答えは、とにかく靴は履いてあげてください。特にウレタン底の靴は運動を与え呼吸をさせてあげてください。
それが延命手段になると思います。


今回、お持ち込みになられた靴は【紳士スポンジオールソール¥8400】にて対応させていただきました。

残念ながら現在の修理業界では同素材のウレタンでの修理は不可能です。(婦人ピンリフトを除く)
このスポンジ素材はウレタンよりは多少重いのですが、スニーカー感覚という意味では限りなく近いのです。

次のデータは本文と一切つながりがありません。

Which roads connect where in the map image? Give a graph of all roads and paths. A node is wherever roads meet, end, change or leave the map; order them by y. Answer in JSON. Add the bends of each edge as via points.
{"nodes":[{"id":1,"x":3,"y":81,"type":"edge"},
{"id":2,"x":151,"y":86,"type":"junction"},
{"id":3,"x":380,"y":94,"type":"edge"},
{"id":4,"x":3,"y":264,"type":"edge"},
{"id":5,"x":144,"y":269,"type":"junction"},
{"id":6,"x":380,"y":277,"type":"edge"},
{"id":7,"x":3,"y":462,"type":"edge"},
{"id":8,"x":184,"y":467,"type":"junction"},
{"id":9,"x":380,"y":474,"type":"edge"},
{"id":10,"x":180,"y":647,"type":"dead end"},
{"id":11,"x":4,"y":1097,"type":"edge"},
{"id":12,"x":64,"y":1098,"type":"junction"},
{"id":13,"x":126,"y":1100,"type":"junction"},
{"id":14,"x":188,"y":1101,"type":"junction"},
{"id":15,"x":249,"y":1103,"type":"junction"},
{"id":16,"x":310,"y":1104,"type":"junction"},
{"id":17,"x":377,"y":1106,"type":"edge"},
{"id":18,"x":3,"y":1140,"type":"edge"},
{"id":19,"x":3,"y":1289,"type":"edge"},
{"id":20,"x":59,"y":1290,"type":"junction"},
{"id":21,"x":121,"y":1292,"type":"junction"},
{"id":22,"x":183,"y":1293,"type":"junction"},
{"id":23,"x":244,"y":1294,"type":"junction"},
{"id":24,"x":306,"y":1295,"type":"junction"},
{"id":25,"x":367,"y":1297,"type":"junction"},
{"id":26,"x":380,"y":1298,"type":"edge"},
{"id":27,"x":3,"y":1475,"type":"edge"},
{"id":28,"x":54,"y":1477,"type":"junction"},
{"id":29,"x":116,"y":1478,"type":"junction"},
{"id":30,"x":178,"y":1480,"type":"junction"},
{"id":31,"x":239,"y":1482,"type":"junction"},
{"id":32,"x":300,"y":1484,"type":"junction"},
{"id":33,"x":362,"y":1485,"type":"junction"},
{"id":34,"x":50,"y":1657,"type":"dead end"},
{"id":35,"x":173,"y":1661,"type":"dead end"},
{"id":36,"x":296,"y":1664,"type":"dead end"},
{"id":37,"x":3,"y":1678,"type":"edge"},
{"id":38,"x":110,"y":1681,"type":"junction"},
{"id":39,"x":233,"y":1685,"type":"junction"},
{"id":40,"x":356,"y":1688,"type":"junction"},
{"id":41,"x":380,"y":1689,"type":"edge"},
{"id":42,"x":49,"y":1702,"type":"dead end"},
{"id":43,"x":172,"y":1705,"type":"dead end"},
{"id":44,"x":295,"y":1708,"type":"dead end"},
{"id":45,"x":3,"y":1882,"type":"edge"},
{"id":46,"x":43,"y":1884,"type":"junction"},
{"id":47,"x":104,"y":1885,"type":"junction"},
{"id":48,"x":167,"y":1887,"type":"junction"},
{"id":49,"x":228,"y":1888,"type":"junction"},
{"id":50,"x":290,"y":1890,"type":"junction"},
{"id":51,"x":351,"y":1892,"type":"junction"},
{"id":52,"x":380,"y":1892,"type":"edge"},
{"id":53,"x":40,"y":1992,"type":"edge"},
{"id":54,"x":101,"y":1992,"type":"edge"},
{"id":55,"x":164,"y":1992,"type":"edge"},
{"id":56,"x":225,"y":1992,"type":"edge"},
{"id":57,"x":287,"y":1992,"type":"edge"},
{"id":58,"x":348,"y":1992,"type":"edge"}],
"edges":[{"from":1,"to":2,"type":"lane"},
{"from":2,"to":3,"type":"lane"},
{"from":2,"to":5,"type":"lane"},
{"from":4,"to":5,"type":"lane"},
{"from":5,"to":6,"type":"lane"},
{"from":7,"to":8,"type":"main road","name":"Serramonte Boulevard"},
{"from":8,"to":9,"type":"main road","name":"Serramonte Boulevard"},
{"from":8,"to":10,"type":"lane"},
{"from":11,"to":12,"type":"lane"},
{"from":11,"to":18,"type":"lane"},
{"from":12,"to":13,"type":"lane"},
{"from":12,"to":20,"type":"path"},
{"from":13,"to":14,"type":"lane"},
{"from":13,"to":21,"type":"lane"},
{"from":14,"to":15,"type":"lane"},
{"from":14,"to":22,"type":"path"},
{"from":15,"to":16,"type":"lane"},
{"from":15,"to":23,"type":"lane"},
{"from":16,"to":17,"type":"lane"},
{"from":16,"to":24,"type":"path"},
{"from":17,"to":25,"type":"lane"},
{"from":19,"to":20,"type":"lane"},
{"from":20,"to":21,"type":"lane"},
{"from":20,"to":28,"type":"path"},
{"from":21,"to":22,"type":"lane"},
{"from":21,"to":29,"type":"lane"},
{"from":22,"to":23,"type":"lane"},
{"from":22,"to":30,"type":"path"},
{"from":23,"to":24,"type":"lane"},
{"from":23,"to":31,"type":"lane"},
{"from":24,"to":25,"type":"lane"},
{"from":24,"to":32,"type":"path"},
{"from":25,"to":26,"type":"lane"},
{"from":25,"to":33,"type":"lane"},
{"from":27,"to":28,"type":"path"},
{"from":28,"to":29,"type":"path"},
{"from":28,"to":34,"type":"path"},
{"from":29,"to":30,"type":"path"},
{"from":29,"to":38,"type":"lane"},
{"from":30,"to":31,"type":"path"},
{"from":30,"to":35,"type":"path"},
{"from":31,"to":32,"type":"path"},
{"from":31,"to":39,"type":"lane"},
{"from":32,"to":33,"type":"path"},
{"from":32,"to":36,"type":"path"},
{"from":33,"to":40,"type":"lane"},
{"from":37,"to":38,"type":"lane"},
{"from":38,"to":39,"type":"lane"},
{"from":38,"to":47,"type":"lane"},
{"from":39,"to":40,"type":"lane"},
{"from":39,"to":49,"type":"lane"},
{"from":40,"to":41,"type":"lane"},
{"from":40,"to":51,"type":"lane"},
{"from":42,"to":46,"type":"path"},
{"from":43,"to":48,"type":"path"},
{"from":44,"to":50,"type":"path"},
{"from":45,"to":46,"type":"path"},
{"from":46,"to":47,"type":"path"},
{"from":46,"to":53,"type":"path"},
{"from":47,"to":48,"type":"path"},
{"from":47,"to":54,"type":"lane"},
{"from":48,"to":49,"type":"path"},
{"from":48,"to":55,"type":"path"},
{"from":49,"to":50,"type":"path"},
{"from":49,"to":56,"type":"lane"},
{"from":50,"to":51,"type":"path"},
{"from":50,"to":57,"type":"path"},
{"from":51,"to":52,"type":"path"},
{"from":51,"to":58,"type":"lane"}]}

正直、私も未だ一見しただけでは「ウレタン?スポンジ?TR(合成樹脂)?」と頭を抱えることはしばしばです。
なぜならば、スポンジをウレタンコーティングしてあったり、TRに革が巻いてあったりと外見判断がつかないものが多々存在するからです。。
(以前に勉強済みの靴。また素材を削る、もしくは燃やせば判明いたしますが。。。)

今回のご説明で興味を持たれた方は…
お買い求め時、ある程度のメーカー物で出所がしっかりしている靴であればお店で素材をお尋ねいただくと良いと思います。
但し、お店に熱心な販売員さんがいらっしゃる場合やカタログデータ等があれば即答が可能と思われますが
メーカー等にお問い合わせとなると、多くの男性がお休みの日曜日はメーカーがお休み・・・となりますので要注意です。

今回の【スポンジオールソール】
今後【崩れず安易に修理可能な靴】に生まれ変わらせてあげる事が1番の醍醐味ではないでしょうか?!

紳士靴ウレタンソール その②

参考までに同じ症状の靴です。。。(粉々になってしまってましたが・・・)

私はこうやって「なおりますか?」とお持込になられるお客様もいらっしゃる現状に、今一度【靴】を見つめなおすべきだとひしひしと感じております。